Gasoline PPC: A Parametric Study of Late Cycle Mixing Conditions using a Predictive Two-zone SRM Modeling Tool

Paper #:
  • 2013-01-2621

Published:
  • 2013-10-14
DOI:
  • 10.4271/2013-01-2621
Citation:
Lundgren, M., Tuner, M., Johansson, B., Bjerkborn, S. et al., "Gasoline PPC: A Parametric Study of Late Cycle Mixing Conditions using a Predictive Two-zone SRM Modeling Tool," SAE Technical Paper 2013-01-2621, 2013, https://doi.org/10.4271/2013-01-2621.
Pages:
17
Abstract:
The relatively new combustion concept known as partially premixed combustion (PPC) has high efficiency and low emissions. However, there are still challenges when it comes to fully understanding and implementing PPC. Thus a predictive combustion tool was used to gain further insight into the combustion process in late cycle mixing. The modeling tool is a stochastic reactor model (SRM) based on probability density functions (PDF). The model requires less computational time than a similar study using computational fluid dynamics (CFD). A novel approach with a two-zone SRM was used to capture the behavior of the partially premixed or stratified zones prior to ignition.
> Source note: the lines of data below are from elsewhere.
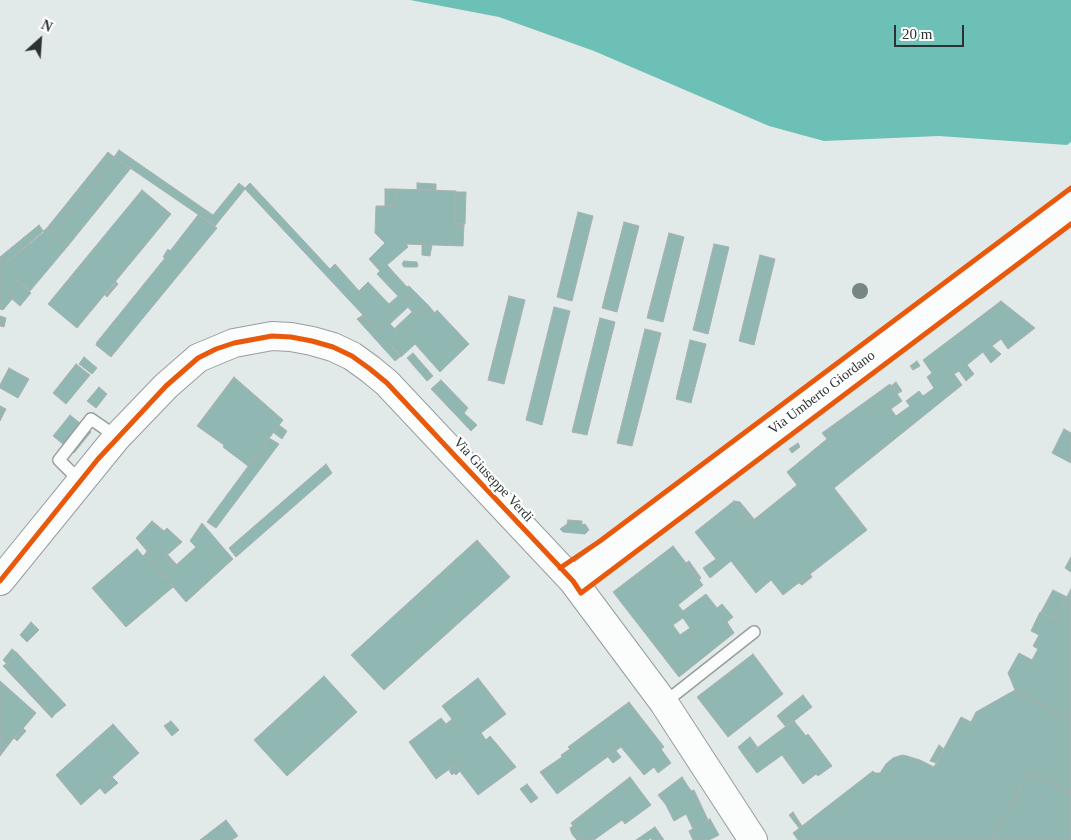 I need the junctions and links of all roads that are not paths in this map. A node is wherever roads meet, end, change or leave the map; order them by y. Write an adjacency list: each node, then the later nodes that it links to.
1 (1071, 206): 3 (main road, Via Umberto Giordano)
2 (0, 581): 3 (main road, Via Giuseppe Verdi)
3 (572, 581): 5 (main road, Via Giuseppe Verdi)
4 (754, 632): 5 (lane)
5 (664, 703): 6 (main road, Via Giuseppe Verdi)
6 (753, 840) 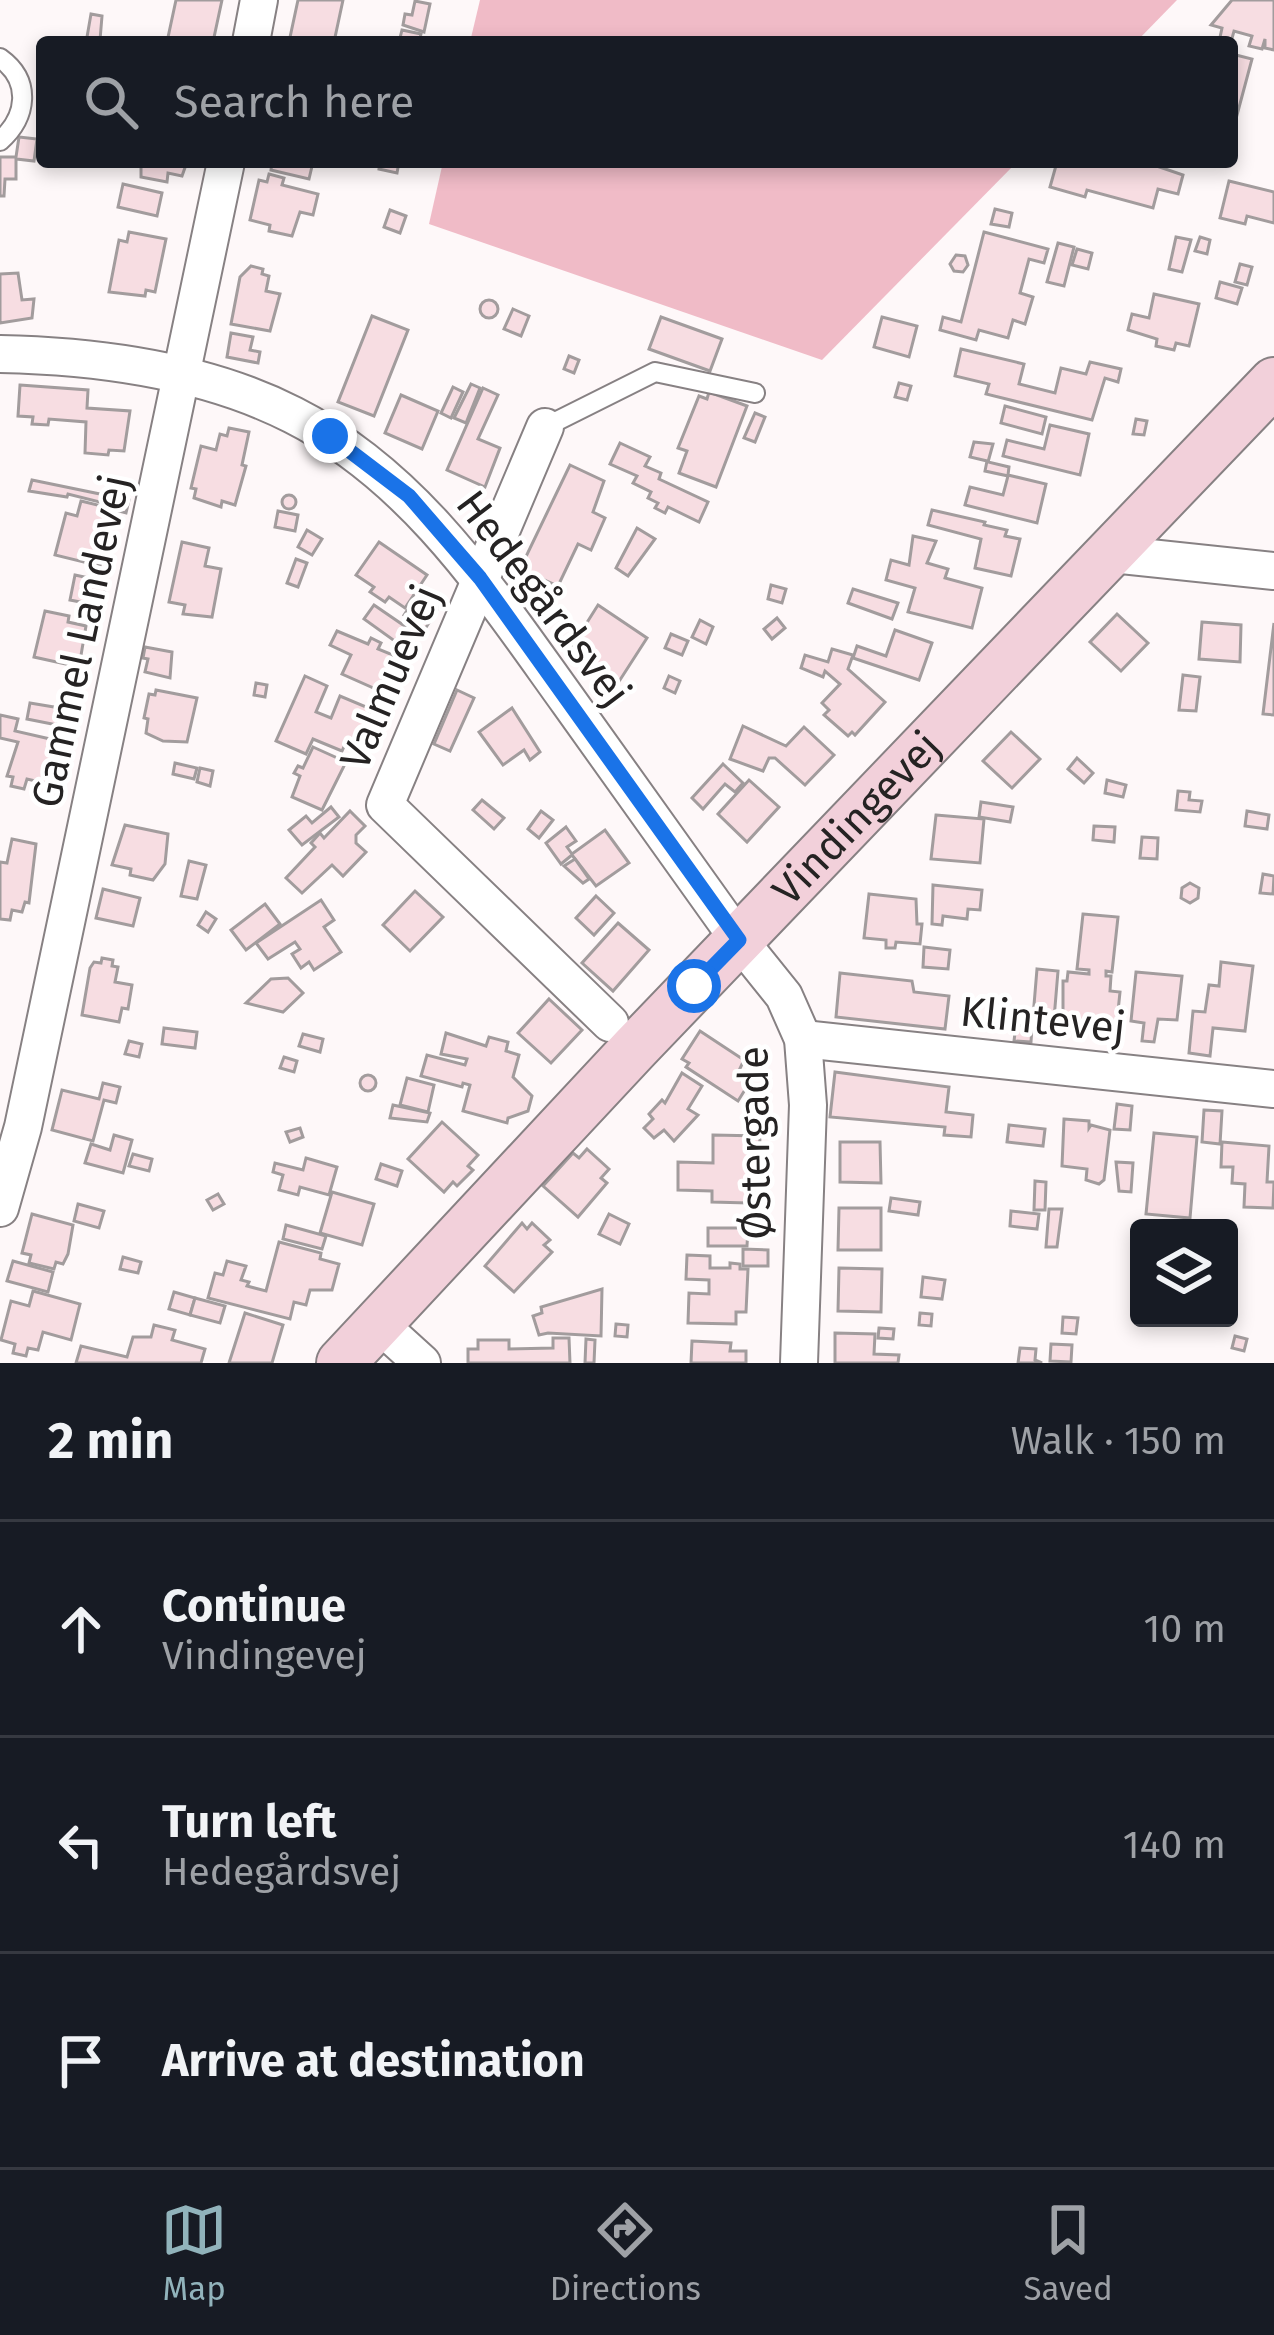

This study focuses on PPC mixing conditions and the use of an efficient analysis approach. It was done in three steps: a validation of the two-zone SRM against CFD and experimental data, a parametric study using a design of experiment (DOE) approach to late cycle mixing conditions, and analyses of fuel mass distribution with time-resolved probability density functions (TPDF). Results from the investigation show that the two-zone SRM is suitable for prediction of the PPC conditions and is able to run simulations at an average of 25 min/cycle. The findings of the parametric study showed, that a higher mixing intensity is preferable to longer mixing duration before the start of combustion as it decreases pressure rise rate without penalizing combustion efficiency. The TPDF plots offer a good alternative when presenting mixture fraction distributions. However, they may be more suited to smaller amounts of data than are presented in this investigation.